Fifty years later, we have succeeded in achieving the democracy and market economy we strove for, and it is only natural that we should seek the international prestige that befits our pride and dreams. As a part of that effort, we should turn the 50th anniversary of the Mutual Defense Treaty into an opportunity to reflect on the new face of U.S.-Korean relations.

Several urgent issues must be dealt with this year, including our concern over the nuclear weapons program in North Korea and the issue of the Status of Forces Agreement.

A serious re-examination of Korean-U.S. relations is needed, but we must always keep in mind the special character of Korea-U.S. relations -- that Korea and the United States are two of the world's closest allies -- in discussions among ourselves here in Korea and in our dialogue with the United States.

Even if we engage in conversations or negotiations in which our interests do not coincide, we can always come up with a wise decision befitting our mutual needs if we do not lose faith in our friendship. Friendship between countries, as between individuals, can only be maintained through earnest efforts to understand the other side's position.

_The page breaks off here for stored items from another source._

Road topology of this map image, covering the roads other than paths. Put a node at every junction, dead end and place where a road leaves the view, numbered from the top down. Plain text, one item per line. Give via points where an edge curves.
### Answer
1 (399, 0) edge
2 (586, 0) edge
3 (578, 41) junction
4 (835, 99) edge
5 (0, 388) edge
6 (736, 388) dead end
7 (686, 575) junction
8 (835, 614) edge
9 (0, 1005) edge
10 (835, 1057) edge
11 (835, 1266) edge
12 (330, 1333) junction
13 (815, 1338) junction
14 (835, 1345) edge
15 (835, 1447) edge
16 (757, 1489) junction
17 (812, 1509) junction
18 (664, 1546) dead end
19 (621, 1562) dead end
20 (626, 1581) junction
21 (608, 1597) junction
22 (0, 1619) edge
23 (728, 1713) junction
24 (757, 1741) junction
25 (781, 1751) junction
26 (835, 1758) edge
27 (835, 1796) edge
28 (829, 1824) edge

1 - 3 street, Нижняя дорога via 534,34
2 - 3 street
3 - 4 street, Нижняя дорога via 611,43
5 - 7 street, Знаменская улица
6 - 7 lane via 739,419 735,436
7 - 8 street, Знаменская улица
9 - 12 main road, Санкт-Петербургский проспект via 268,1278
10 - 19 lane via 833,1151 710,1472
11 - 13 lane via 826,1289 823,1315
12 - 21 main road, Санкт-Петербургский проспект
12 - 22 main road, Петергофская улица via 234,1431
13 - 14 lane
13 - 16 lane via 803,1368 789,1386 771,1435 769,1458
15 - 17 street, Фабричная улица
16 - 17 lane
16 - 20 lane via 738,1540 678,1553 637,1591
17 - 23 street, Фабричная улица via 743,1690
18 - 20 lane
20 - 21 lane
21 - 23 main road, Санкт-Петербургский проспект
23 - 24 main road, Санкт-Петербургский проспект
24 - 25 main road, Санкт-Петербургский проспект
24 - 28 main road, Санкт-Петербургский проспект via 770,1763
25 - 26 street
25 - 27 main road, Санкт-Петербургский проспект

The United States must redouble its efforts to understand the special position in which Korea finds itself on the Korean Peninsula that is an exception of its own. The world now finds itself in the 12th year of what is called the post-Cold War era, yet the Korean Peninsula alone remains mired in the division and strife of the Cold War.

Koreans have vowed to defend the freedom that they have chosen for their democracy and market economy, and yet at the same time, we dream of a peaceful reunification with our people in the North. This is something that the United States must understand.

On the other hand, Korea must strive to understand the special national characteristics of the United States. The United States is the first lone superpower to have appeared in world history.

Yet it was proved by the Sept. 11 terrorist attack that even the United States is not a safe haven from its outside enemies. Since then, the United States has been overcome by a sense of crisis and the anxiety that it could be the object of terrorism at any time, rather than the confidence and ease of an unchallenged superpower.

For Koreans to think that the United States has no reason to be more alarmed by the danger of North Korea's nuclear program than we are who live on the Korean Peninsula only creates needless and unproductive misunderstanding between the two countries. It is already embedded in the conception of the United States that the proliferation of nuclear weapons and the possibility of terrorist groups forming alliances is a direct threat to the security of the United States.

Korea and the United States are now facing a most crucial moment. They must try more than ever to understand each other's position and to readjust their cooperative stance.


by Lee Hong-koo

* The writer, a former prime minister and ambassador to the United States, is an adviser to the JoongAng Ilbo.